TASK REQUIREMENTS: Return, from the data that follows, each line that holds the word "points".

DATA FOR THE TASK:
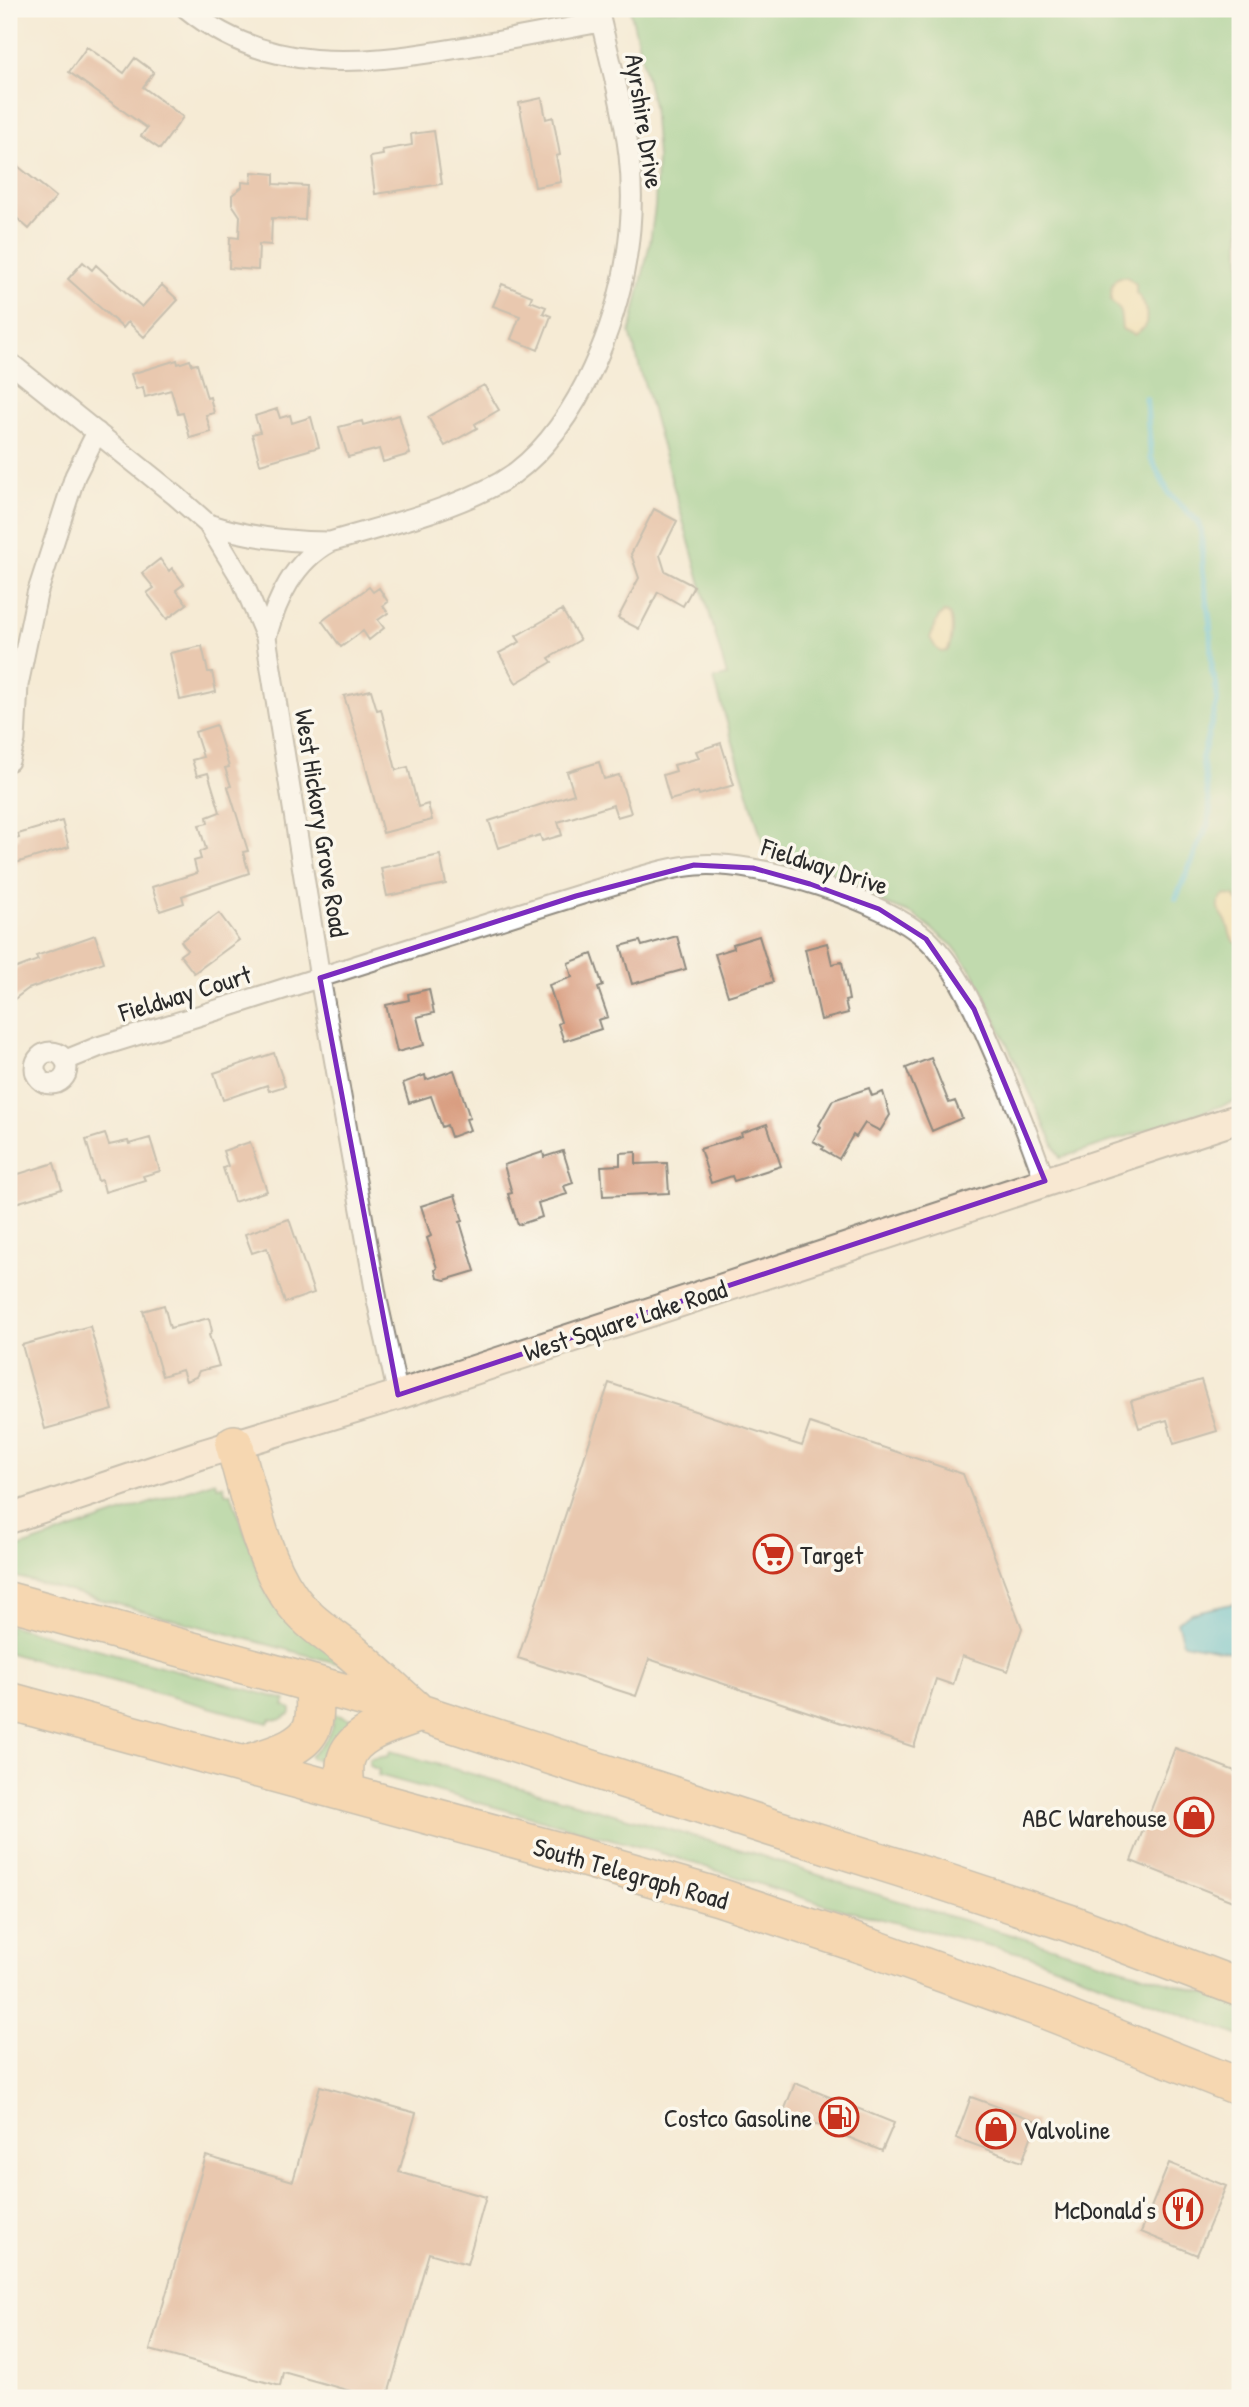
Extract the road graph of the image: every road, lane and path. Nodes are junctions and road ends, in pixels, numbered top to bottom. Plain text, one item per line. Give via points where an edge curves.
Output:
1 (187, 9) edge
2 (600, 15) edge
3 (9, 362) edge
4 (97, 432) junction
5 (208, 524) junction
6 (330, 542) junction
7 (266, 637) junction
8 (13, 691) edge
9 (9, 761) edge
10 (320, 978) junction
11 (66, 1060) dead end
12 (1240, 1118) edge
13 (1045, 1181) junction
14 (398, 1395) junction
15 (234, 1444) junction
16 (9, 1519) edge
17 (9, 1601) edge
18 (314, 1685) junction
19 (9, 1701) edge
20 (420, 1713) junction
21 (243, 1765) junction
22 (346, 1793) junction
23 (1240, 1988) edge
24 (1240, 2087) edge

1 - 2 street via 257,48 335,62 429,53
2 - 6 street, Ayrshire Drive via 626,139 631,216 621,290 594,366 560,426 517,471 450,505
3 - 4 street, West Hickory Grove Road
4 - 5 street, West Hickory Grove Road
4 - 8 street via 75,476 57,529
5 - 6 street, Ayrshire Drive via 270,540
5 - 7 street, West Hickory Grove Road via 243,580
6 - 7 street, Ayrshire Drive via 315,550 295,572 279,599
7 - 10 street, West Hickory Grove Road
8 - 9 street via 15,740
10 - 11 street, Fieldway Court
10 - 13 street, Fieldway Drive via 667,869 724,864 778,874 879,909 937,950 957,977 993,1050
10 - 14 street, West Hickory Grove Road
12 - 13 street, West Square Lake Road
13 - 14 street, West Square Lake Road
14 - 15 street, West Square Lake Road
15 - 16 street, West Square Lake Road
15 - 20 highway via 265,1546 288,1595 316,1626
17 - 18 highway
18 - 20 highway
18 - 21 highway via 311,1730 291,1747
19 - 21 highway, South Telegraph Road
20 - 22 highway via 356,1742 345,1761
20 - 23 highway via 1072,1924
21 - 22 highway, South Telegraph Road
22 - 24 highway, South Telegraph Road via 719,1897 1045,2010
* * *
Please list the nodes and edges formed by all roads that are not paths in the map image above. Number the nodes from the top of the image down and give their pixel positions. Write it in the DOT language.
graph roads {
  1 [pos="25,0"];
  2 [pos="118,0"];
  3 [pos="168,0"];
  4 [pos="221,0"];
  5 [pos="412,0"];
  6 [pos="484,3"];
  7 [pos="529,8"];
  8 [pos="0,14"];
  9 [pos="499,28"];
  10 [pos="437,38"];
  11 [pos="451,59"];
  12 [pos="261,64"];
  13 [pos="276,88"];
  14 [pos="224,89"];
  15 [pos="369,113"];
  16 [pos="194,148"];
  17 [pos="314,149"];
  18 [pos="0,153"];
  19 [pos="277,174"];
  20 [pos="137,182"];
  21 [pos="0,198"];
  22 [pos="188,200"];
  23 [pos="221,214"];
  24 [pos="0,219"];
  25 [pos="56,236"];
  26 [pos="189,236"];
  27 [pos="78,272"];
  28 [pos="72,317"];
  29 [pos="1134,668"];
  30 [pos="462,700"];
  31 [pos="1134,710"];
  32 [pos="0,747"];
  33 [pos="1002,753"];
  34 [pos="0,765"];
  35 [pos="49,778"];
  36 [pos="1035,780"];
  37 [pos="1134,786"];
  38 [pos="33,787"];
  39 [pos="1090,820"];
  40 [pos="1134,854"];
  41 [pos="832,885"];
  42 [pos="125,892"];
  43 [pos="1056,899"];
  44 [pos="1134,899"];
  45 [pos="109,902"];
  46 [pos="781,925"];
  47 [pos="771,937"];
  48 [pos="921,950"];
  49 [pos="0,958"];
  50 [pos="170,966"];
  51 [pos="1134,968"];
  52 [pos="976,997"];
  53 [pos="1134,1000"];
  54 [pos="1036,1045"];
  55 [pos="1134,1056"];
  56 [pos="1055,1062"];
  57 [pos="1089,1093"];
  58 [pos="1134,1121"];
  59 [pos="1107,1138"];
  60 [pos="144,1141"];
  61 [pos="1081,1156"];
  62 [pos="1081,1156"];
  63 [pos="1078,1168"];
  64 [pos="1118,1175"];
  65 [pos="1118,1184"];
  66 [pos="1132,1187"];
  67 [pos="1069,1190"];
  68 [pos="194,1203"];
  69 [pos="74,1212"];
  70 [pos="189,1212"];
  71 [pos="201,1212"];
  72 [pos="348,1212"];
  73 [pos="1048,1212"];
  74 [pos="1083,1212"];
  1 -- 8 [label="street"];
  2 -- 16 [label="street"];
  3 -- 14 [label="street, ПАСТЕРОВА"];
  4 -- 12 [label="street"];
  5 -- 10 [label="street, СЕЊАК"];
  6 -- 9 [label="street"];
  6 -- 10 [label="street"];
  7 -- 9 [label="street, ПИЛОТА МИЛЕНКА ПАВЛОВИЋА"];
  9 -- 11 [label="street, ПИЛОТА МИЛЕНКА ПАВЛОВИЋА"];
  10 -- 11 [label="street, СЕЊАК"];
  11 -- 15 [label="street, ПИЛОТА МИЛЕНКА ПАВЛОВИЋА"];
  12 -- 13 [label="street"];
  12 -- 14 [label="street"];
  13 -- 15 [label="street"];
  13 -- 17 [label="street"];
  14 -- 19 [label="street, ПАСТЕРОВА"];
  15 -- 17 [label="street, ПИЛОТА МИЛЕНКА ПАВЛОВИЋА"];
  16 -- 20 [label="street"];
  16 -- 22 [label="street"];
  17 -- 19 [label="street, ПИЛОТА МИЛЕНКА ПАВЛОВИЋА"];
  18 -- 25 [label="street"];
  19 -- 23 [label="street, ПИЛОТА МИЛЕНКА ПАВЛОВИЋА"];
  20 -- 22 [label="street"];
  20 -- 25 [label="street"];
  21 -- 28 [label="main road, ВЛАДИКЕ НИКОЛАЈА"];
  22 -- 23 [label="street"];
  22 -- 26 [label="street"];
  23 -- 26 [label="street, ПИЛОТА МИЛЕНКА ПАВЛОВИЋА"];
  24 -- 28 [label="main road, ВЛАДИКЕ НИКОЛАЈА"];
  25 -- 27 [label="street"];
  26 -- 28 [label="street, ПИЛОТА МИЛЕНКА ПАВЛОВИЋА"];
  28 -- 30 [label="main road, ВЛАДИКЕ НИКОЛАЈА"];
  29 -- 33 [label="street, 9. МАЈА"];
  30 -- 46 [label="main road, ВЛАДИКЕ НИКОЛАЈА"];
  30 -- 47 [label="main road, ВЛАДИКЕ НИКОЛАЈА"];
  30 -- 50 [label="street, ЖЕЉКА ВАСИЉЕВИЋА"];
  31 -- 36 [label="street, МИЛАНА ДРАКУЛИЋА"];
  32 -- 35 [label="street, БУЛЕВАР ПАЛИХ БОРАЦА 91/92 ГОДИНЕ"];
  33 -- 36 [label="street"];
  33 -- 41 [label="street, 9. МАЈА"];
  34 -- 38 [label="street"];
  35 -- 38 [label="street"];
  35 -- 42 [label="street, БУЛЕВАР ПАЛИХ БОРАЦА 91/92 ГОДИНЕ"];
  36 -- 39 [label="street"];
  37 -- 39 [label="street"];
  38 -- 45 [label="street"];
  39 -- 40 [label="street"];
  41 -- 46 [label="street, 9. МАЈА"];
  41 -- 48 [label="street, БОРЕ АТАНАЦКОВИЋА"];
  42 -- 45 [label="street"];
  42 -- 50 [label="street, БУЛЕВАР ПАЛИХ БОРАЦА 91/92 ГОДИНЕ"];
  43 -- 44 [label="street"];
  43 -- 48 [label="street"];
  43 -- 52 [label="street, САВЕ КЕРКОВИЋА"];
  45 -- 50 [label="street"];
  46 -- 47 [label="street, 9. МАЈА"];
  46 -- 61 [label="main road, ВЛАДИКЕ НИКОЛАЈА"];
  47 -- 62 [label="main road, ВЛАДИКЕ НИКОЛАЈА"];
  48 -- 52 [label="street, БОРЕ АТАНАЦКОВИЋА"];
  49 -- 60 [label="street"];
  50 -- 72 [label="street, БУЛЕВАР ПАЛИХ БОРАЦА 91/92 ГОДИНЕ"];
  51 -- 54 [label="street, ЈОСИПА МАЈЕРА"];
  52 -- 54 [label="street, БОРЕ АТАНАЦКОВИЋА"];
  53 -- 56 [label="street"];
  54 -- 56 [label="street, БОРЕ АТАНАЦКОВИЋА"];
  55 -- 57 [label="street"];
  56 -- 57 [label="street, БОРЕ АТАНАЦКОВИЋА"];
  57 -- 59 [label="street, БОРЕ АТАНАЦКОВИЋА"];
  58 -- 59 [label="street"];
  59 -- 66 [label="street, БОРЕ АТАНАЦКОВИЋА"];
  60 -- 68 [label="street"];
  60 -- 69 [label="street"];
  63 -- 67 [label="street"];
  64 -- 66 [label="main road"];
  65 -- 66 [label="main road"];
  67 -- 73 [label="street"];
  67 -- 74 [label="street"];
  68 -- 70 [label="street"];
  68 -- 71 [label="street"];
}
--
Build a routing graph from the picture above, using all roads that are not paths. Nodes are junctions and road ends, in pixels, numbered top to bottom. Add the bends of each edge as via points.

TASK SOLUTION:
Extract the road graph of the image: every road, lane and path. Nodes are junctions and road ends, in pixels, numbered top to bottom. Plain text, one item per line. Give via points where an edge curves.
Build a routing graph from the picture above, using all roads that are not paths. Nodes are junctions and road ends, in pixels, numbered top to bottom. Add the bends of each edge as via points.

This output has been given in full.